Content starts
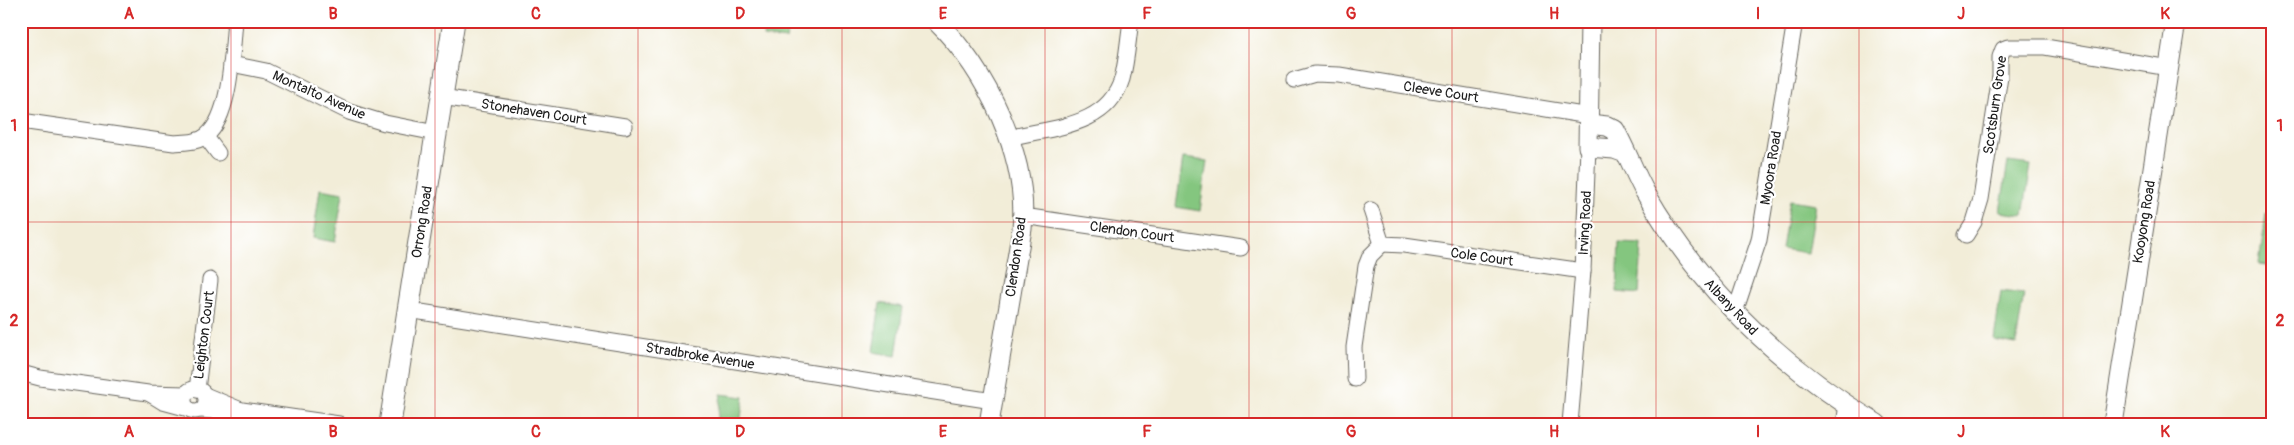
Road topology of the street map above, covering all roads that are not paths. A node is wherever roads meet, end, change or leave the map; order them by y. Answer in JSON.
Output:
{"nodes":[{"id":1,"x":235,"y":21,"type":"edge"},
{"id":2,"x":454,"y":21,"type":"edge"},
{"id":3,"x":936,"y":21,"type":"edge"},
{"id":4,"x":1131,"y":21,"type":"edge"},
{"id":5,"x":1590,"y":21,"type":"edge"},
{"id":6,"x":1795,"y":21,"type":"edge"},
{"id":7,"x":2176,"y":21,"type":"edge"},
{"id":8,"x":231,"y":64,"type":"junction"},
{"id":9,"x":2168,"y":68,"type":"junction"},
{"id":10,"x":1294,"y":80,"type":"dead end"},
{"id":11,"x":442,"y":97,"type":"junction"},
{"id":12,"x":1589,"y":120,"type":"junction"},
{"id":13,"x":21,"y":121,"type":"edge"},
{"id":14,"x":626,"y":126,"type":"dead end"},
{"id":15,"x":436,"y":133,"type":"junction"},
{"id":16,"x":206,"y":137,"type":"junction"},
{"id":17,"x":1009,"y":138,"type":"junction"},
{"id":18,"x":1588,"y":147,"type":"junction"},
{"id":19,"x":218,"y":153,"type":"dead end"},
{"id":20,"x":1625,"y":153,"type":"junction"},
{"id":21,"x":1371,"y":210,"type":"dead end"},
{"id":22,"x":1023,"y":216,"type":"junction"},
{"id":23,"x":1966,"y":235,"type":"dead end"},
{"id":24,"x":1382,"y":244,"type":"junction"},
{"id":25,"x":1241,"y":248,"type":"dead end"},
{"id":26,"x":1583,"y":271,"type":"junction"},
{"id":27,"x":210,"y":280,"type":"dead end"},
{"id":28,"x":408,"y":310,"type":"junction"},
{"id":29,"x":1734,"y":312,"type":"junction"},
{"id":30,"x":21,"y":373,"type":"edge"},
{"id":31,"x":40,"y":378,"type":"junction"},
{"id":32,"x":1355,"y":379,"type":"dead end"},
{"id":33,"x":21,"y":381,"type":"edge"},
{"id":34,"x":195,"y":400,"type":"junction"},
{"id":35,"x":993,"y":401,"type":"junction"},
{"id":36,"x":1847,"y":405,"type":"junction"},
{"id":37,"x":339,"y":424,"type":"edge"},
{"id":38,"x":390,"y":424,"type":"edge"},
{"id":39,"x":989,"y":424,"type":"edge"},
{"id":40,"x":1570,"y":424,"type":"edge"},
{"id":41,"x":1844,"y":424,"type":"edge"},
{"id":42,"x":1878,"y":424,"type":"edge"},
{"id":43,"x":2113,"y":424,"type":"edge"}],
"edges":[{"from":1,"to":8,"type":"street"},
{"from":2,"to":11,"type":"main road","name":"Orrong Road"},
{"from":3,"to":17,"type":"street","name":"Clendon Road"},
{"from":4,"to":17,"type":"street"},
{"from":5,"to":12,"type":"street","name":"Irving Road"},
{"from":6,"to":29,"type":"street","name":"Myoora Road"},
{"from":7,"to":9,"type":"street","name":"Kooyong Road"},
{"from":8,"to":15,"type":"street","name":"Montalto Avenue"},
{"from":8,"to":16,"type":"street"},
{"from":9,"to":23,"type":"street","name":"Scotsburn Grove"},
{"from":9,"to":43,"type":"street","name":"Kooyong Road"},
{"from":10,"to":12,"type":"street","name":"Cleeve Court"},
{"from":11,"to":14,"type":"street","name":"Stonehaven Court"},
{"from":11,"to":15,"type":"main road","name":"Orrong Road"},
{"from":12,"to":18,"type":"street","name":"Irving Road"},
{"from":12,"to":20,"type":"street","name":"Albany Road"},
{"from":13,"to":16,"type":"street"},
{"from":15,"to":28,"type":"main road","name":"Orrong Road"},
{"from":16,"to":19,"type":"street"},
{"from":17,"to":22,"type":"street","name":"Clendon Road"},
{"from":18,"to":20,"type":"street"},
{"from":18,"to":26,"type":"street","name":"Irving Road"},
{"from":20,"to":29,"type":"street","name":"Albany Road"},
{"from":21,"to":24,"type":"street"},
{"from":22,"to":25,"type":"street","name":"Clendon Court"},
{"from":22,"to":35,"type":"street","name":"Clendon Road"},
{"from":24,"to":26,"type":"street","name":"Cole Court"},
{"from":24,"to":32,"type":"street"},
{"from":26,"to":40,"type":"street","name":"Irving Road"},
{"from":27,"to":34,"type":"street","name":"Leighton Court"},
{"from":28,"to":35,"type":"street","name":"Stradbroke Avenue"},
{"from":28,"to":38,"type":"main road","name":"Orrong Road"},
{"from":29,"to":36,"type":"street","name":"Albany Road"},
{"from":30,"to":31,"type":"street"},
{"from":31,"to":33,"type":"street"},
{"from":31,"to":34,"type":"street"},
{"from":34,"to":37,"type":"street"},
{"from":35,"to":39,"type":"street","name":"Clendon Road"},
{"from":36,"to":41,"type":"street"},
{"from":36,"to":42,"type":"street","name":"Albany Road"}]}
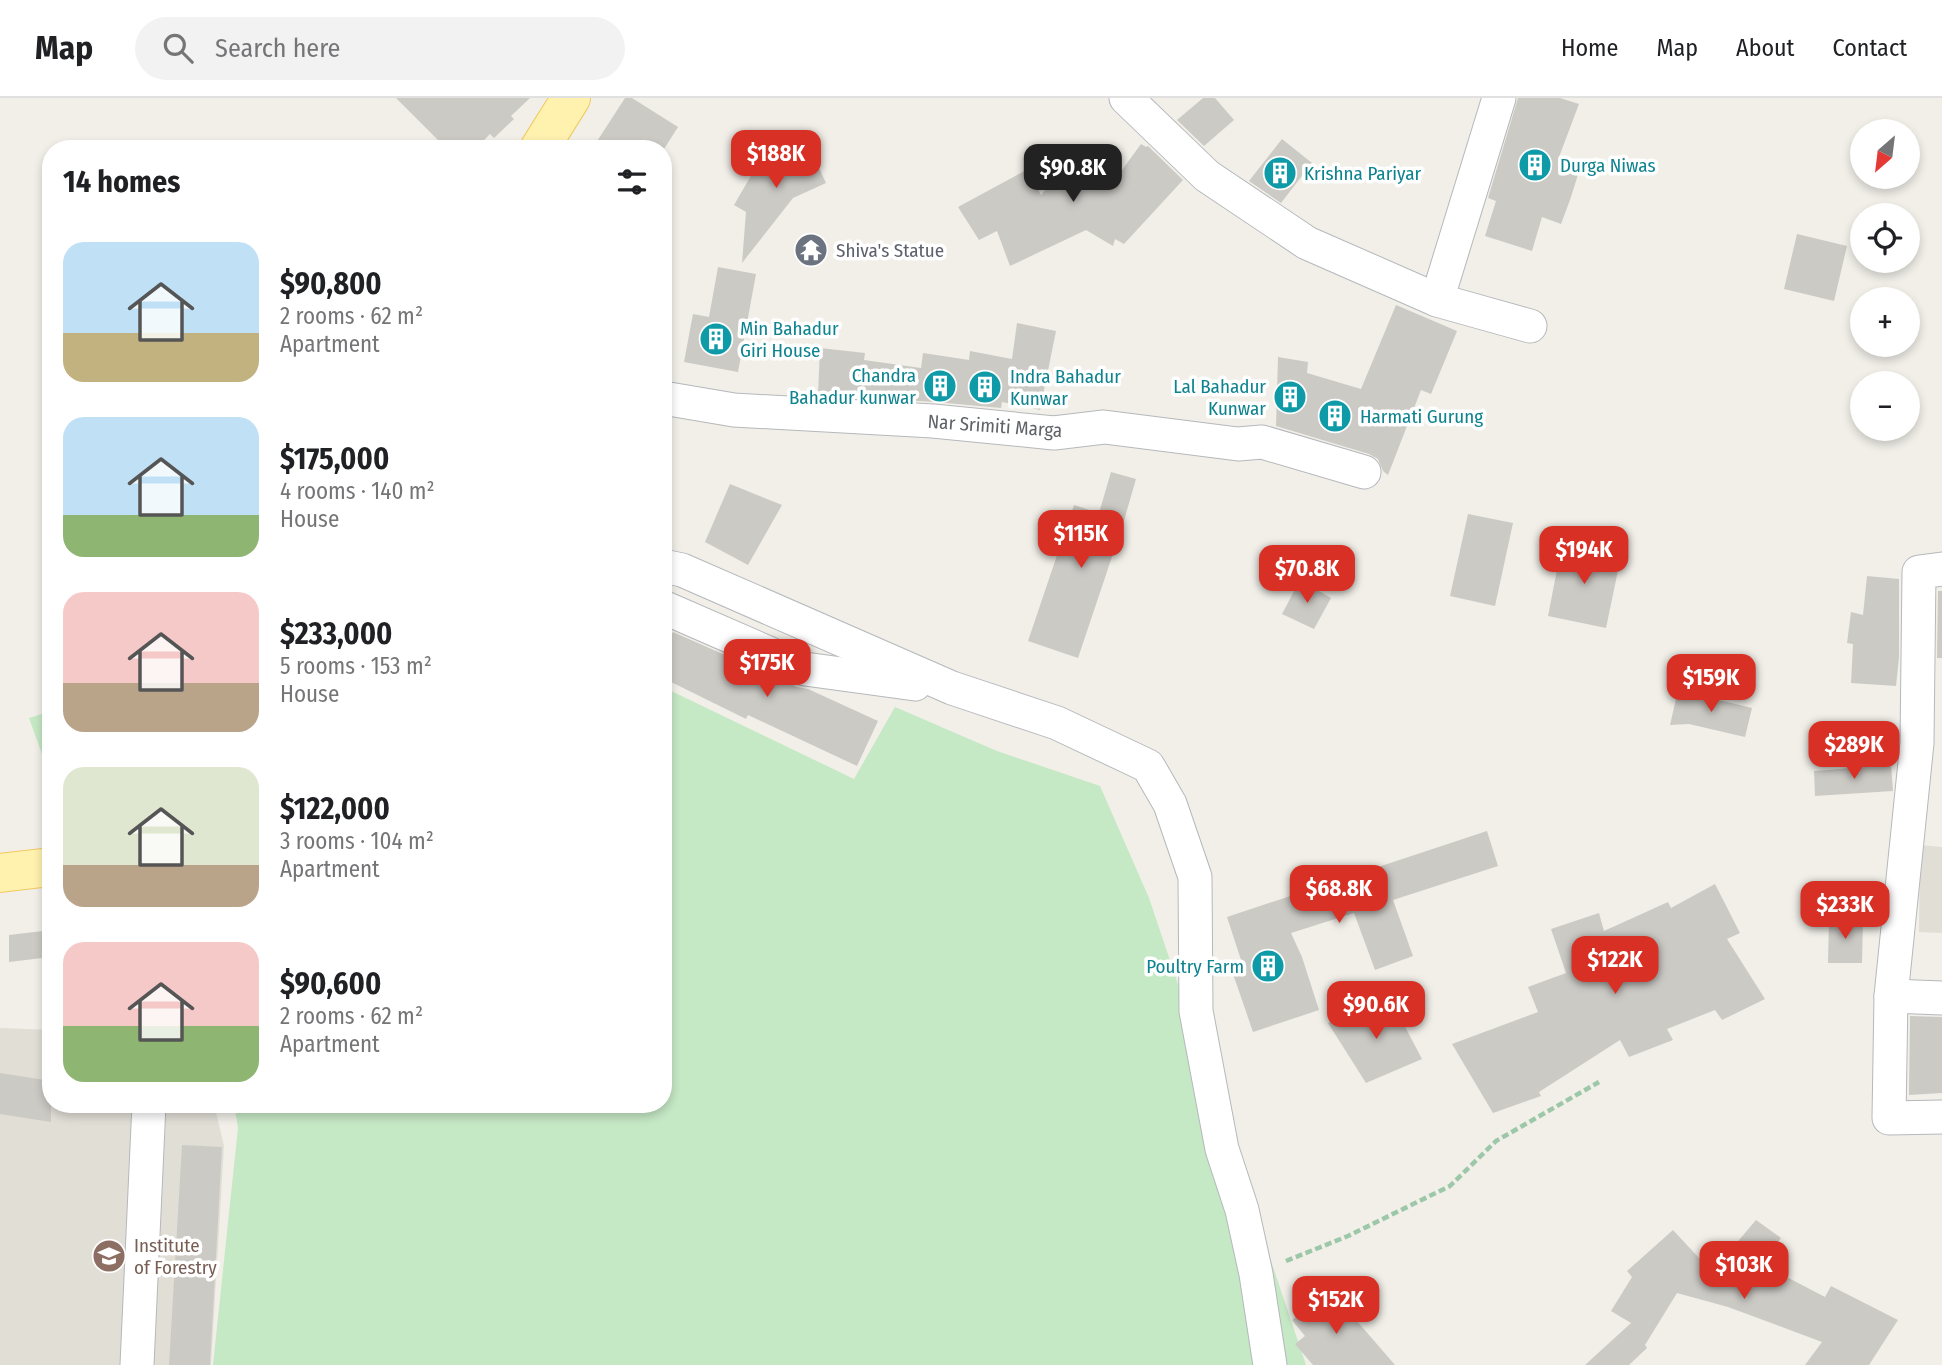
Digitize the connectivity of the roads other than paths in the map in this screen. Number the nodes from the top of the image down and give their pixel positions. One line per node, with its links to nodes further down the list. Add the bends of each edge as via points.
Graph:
1 (571, 98): 4 (main road)
2 (1126, 98): 5 (street, via 1207,176 1307,243)
3 (1499, 98): 5 (street)
4 (545, 140)
5 (1437, 300): 6 (street)
6 (1530, 326)
7 (672, 400): 8 (street, Nar Srimiti Marga, via 734,410 1054,433 1104,427 1238,444 1262,442)
8 (1364, 472)
9 (672, 568): 12 (street)
10 (1942, 569): 13 (street, via 1919,572)
11 (672, 611): 12 (street, via 805,669)
12 (952, 688): 21 (street, via 1057,723 1148,766 1170,804 1195,877 1196,1011 1222,1149 1256,1273)
13 (1929, 743): 16 (street)
14 (42, 868): 15 (main road)
15 (0, 873)
16 (1891, 996): 17 (street); 19 (street, via 1889,1118)
17 (1942, 998)
18 (149, 1113): 20 (street)
19 (1942, 1117)
20 (137, 1365)
21 (1270, 1365)

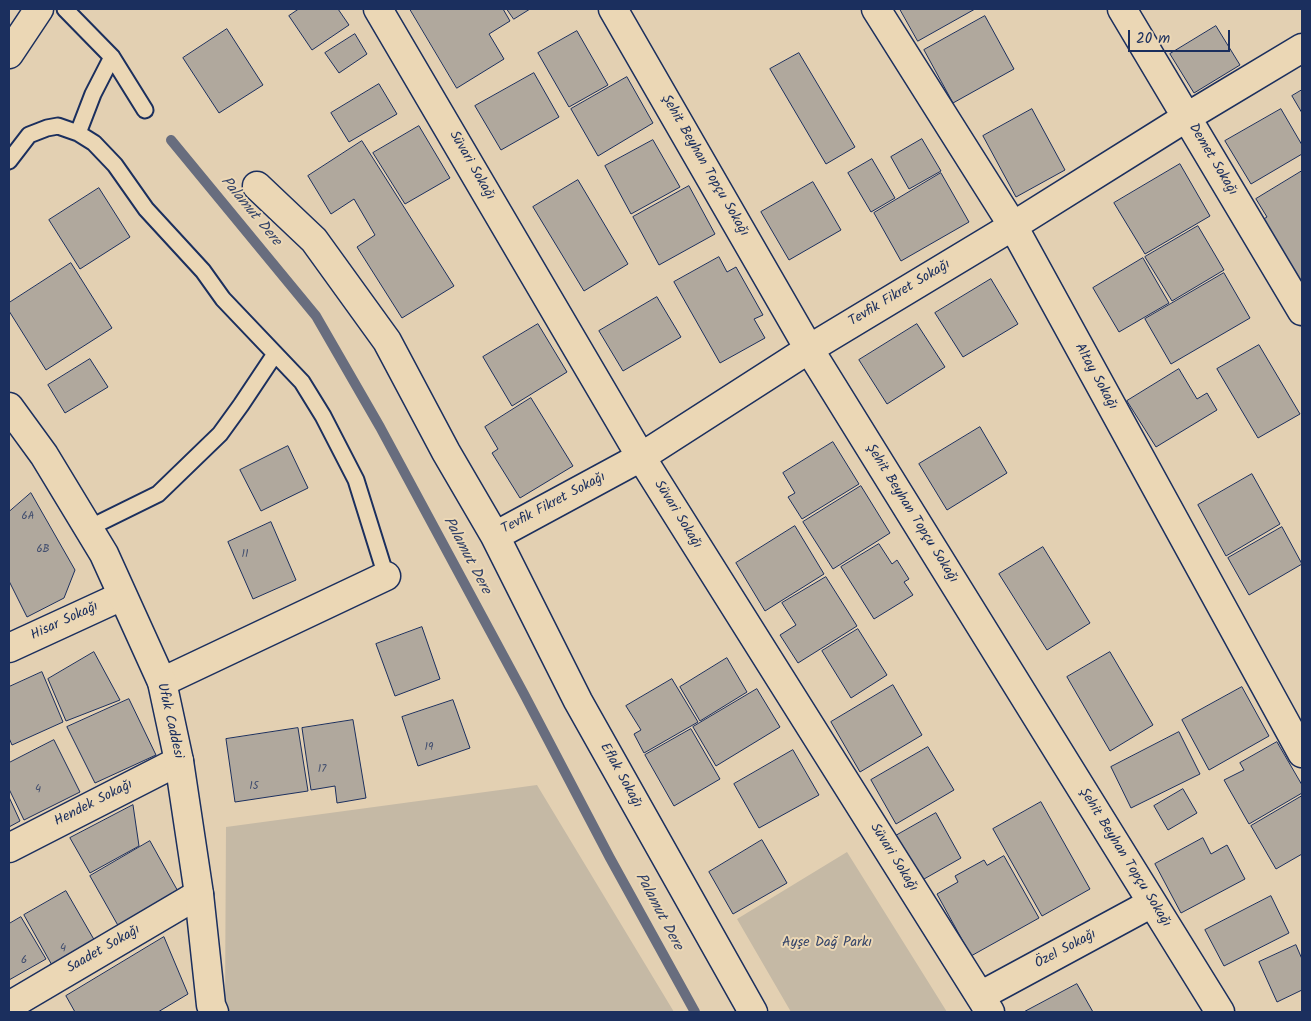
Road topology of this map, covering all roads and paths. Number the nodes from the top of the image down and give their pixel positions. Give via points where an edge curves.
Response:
1 (39, 9) edge
2 (65, 9) edge
3 (378, 9) edge
4 (613, 9) edge
5 (876, 9) edge
6 (1122, 9) edge
7 (1302, 48) edge
8 (9, 54) edge
9 (112, 57) junction
10 (145, 110) dead end
11 (1187, 117) junction
12 (78, 133) junction
13 (9, 161) edge
14 (257, 186) dead end
15 (1013, 226) junction
16 (1302, 311) edge
17 (809, 350) junction
18 (275, 354) junction
19 (9, 407) edge
20 (641, 457) junction
21 (88, 528) junction
22 (495, 536) junction
23 (386, 576) joint
24 (122, 596) junction
25 (9, 648) edge
26 (162, 682) junction
27 (1302, 753) edge
28 (179, 761) junction
29 (9, 848) edge
30 (199, 894) junction
31 (1152, 903) junction
32 (985, 1004) edge
33 (9, 1006) edge
34 (214, 1012) edge
35 (753, 1012) edge
36 (1220, 1012) edge

1 - 8 street
2 - 9 lane
3 - 20 street, Süvari Sokağı
4 - 17 street, Şehit Beyhan Topçu Sokağı
5 - 15 street, Altay Sokağı
6 - 11 street, Demet Sokağı
7 - 11 street, Tevfik Fikret Sokağı
9 - 10 lane
9 - 12 lane
11 - 15 street, Tevfik Fikret Sokağı
11 - 16 street, Demet Sokağı
12 - 13 lane via 58,126 29,135
12 - 18 lane via 94,143 115,165 146,209
14 - 22 street, Eflak Sokağı via 314,240 387,341
15 - 17 street, Tevfik Fikret Sokağı
15 - 27 street, Altay Sokağı
17 - 20 street, Tevfik Fikret Sokağı
17 - 31 street, Şehit Beyhan Topçu Sokağı
18 - 21 lane via 220,434 176,478 158,494
18 - 23 lane via 306,388 356,480
19 - 21 street, Ufuk Caddesi via 44,455
20 - 22 street, Tevfik Fikret Sokağı
20 - 32 street, Süvari Sokağı
21 - 24 street, Ufuk Caddesi via 104,554
22 - 35 street, Eflak Sokağı via 578,702
23 - 26 street
24 - 25 street, Hisar Sokağı
24 - 26 street, Ufuk Caddesi
26 - 28 street, Ufuk Caddesi
28 - 29 street, Hendek Sokağı
28 - 30 street, Ufuk Caddesi
30 - 33 street, Saadet Sokağı
30 - 34 street, Ufuk Caddesi
31 - 32 street, Özel Sokağı
31 - 36 street, Şehit Beyhan Topçu Sokağı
Content ends
**Activity**
Throughout the material above, report each line holding the word "Albany".

**Solution for this task**
{"from":12,"to":20,"type":"street","name":"Albany Road"},
{"from":20,"to":29,"type":"street","name":"Albany Road"},
{"from":29,"to":36,"type":"street","name":"Albany Road"},
{"from":36,"to":42,"type":"street","name":"Albany Road"}]}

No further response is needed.